((

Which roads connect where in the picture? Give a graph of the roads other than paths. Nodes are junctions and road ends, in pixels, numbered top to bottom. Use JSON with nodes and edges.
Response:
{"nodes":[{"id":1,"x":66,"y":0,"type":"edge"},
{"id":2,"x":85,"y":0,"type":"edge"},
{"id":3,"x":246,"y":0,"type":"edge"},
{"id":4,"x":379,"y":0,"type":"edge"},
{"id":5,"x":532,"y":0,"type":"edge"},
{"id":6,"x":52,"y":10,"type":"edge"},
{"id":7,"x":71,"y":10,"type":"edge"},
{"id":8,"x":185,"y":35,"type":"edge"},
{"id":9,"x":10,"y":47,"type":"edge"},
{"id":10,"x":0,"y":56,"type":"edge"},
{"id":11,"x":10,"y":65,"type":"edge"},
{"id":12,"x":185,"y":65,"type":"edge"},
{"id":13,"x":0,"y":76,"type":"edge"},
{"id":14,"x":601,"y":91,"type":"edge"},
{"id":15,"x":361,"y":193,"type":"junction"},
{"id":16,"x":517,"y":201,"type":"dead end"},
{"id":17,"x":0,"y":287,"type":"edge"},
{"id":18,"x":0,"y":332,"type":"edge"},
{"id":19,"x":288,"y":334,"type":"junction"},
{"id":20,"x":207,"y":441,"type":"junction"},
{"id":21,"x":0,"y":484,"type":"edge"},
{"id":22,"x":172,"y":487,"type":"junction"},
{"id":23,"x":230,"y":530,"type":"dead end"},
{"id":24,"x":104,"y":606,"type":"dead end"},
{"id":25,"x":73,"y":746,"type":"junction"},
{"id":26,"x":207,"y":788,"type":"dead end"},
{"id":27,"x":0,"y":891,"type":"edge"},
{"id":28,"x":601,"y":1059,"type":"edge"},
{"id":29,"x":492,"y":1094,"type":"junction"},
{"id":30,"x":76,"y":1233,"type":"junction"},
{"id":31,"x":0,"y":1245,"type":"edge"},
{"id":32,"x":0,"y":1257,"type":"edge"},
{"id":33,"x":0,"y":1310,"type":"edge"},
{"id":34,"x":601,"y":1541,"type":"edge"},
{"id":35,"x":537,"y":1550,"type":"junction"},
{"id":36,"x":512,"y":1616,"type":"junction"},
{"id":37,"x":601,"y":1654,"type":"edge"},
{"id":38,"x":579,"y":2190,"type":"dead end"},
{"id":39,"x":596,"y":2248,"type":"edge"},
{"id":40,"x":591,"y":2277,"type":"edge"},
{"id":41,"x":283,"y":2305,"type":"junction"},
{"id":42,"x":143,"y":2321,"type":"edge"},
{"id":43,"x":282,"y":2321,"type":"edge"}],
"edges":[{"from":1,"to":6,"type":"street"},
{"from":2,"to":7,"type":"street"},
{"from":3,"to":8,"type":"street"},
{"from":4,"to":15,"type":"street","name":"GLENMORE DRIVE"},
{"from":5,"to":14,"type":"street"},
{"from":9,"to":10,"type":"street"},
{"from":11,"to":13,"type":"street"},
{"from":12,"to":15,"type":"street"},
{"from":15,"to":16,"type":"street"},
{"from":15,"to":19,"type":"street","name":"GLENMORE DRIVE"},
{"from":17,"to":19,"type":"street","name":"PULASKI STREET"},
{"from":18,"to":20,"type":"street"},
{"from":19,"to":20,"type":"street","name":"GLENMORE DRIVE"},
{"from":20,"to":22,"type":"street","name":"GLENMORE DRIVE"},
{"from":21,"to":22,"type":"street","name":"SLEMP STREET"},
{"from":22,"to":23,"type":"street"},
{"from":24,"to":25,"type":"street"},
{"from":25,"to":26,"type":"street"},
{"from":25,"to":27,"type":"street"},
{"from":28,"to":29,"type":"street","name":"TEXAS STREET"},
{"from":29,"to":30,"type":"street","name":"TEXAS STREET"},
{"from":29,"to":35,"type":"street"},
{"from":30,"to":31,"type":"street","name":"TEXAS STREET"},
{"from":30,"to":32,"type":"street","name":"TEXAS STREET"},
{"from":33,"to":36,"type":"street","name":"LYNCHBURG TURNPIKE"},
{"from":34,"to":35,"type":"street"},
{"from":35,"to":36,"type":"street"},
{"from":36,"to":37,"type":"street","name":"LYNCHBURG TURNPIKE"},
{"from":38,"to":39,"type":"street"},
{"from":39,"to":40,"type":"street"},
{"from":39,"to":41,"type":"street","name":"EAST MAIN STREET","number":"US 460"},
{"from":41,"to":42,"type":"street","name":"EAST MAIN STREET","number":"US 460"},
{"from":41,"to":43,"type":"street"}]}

))

§ EXERCISE:
Repeat the records above in full, word for word.

§ ANSWER:
Which roads connect where in the picture? Give a graph of the roads other than paths. Nodes are junctions and road ends, in pixels, numbered top to bottom. Use JSON with nodes and edges.
Response:
{"nodes":[{"id":1,"x":66,"y":0,"type":"edge"},
{"id":2,"x":85,"y":0,"type":"edge"},
{"id":3,"x":246,"y":0,"type":"edge"},
{"id":4,"x":379,"y":0,"type":"edge"},
{"id":5,"x":532,"y":0,"type":"edge"},
{"id":6,"x":52,"y":10,"type":"edge"},
{"id":7,"x":71,"y":10,"type":"edge"},
{"id":8,"x":185,"y":35,"type":"edge"},
{"id":9,"x":10,"y":47,"type":"edge"},
{"id":10,"x":0,"y":56,"type":"edge"},
{"id":11,"x":10,"y":65,"type":"edge"},
{"id":12,"x":185,"y":65,"type":"edge"},
{"id":13,"x":0,"y":76,"type":"edge"},
{"id":14,"x":601,"y":91,"type":"edge"},
{"id":15,"x":361,"y":193,"type":"junction"},
{"id":16,"x":517,"y":201,"type":"dead end"},
{"id":17,"x":0,"y":287,"type":"edge"},
{"id":18,"x":0,"y":332,"type":"edge"},
{"id":19,"x":288,"y":334,"type":"junction"},
{"id":20,"x":207,"y":441,"type":"junction"},
{"id":21,"x":0,"y":484,"type":"edge"},
{"id":22,"x":172,"y":487,"type":"junction"},
{"id":23,"x":230,"y":530,"type":"dead end"},
{"id":24,"x":104,"y":606,"type":"dead end"},
{"id":25,"x":73,"y":746,"type":"junction"},
{"id":26,"x":207,"y":788,"type":"dead end"},
{"id":27,"x":0,"y":891,"type":"edge"},
{"id":28,"x":601,"y":1059,"type":"edge"},
{"id":29,"x":492,"y":1094,"type":"junction"},
{"id":30,"x":76,"y":1233,"type":"junction"},
{"id":31,"x":0,"y":1245,"type":"edge"},
{"id":32,"x":0,"y":1257,"type":"edge"},
{"id":33,"x":0,"y":1310,"type":"edge"},
{"id":34,"x":601,"y":1541,"type":"edge"},
{"id":35,"x":537,"y":1550,"type":"junction"},
{"id":36,"x":512,"y":1616,"type":"junction"},
{"id":37,"x":601,"y":1654,"type":"edge"},
{"id":38,"x":579,"y":2190,"type":"dead end"},
{"id":39,"x":596,"y":2248,"type":"edge"},
{"id":40,"x":591,"y":2277,"type":"edge"},
{"id":41,"x":283,"y":2305,"type":"junction"},
{"id":42,"x":143,"y":2321,"type":"edge"},
{"id":43,"x":282,"y":2321,"type":"edge"}],
"edges":[{"from":1,"to":6,"type":"street"},
{"from":2,"to":7,"type":"street"},
{"from":3,"to":8,"type":"street"},
{"from":4,"to":15,"type":"street","name":"GLENMORE DRIVE"},
{"from":5,"to":14,"type":"street"},
{"from":9,"to":10,"type":"street"},
{"from":11,"to":13,"type":"street"},
{"from":12,"to":15,"type":"street"},
{"from":15,"to":16,"type":"street"},
{"from":15,"to":19,"type":"street","name":"GLENMORE DRIVE"},
{"from":17,"to":19,"type":"street","name":"PULASKI STREET"},
{"from":18,"to":20,"type":"street"},
{"from":19,"to":20,"type":"street","name":"GLENMORE DRIVE"},
{"from":20,"to":22,"type":"street","name":"GLENMORE DRIVE"},
{"from":21,"to":22,"type":"street","name":"SLEMP STREET"},
{"from":22,"to":23,"type":"street"},
{"from":24,"to":25,"type":"street"},
{"from":25,"to":26,"type":"street"},
{"from":25,"to":27,"type":"street"},
{"from":28,"to":29,"type":"street","name":"TEXAS STREET"},
{"from":29,"to":30,"type":"street","name":"TEXAS STREET"},
{"from":29,"to":35,"type":"street"},
{"from":30,"to":31,"type":"street","name":"TEXAS STREET"},
{"from":30,"to":32,"type":"street","name":"TEXAS STREET"},
{"from":33,"to":36,"type":"street","name":"LYNCHBURG TURNPIKE"},
{"from":34,"to":35,"type":"street"},
{"from":35,"to":36,"type":"street"},
{"from":36,"to":37,"type":"street","name":"LYNCHBURG TURNPIKE"},
{"from":38,"to":39,"type":"street"},
{"from":39,"to":40,"type":"street"},
{"from":39,"to":41,"type":"street","name":"EAST MAIN STREET","number":"US 460"},
{"from":41,"to":42,"type":"street","name":"EAST MAIN STREET","number":"US 460"},
{"from":41,"to":43,"type":"street"}]}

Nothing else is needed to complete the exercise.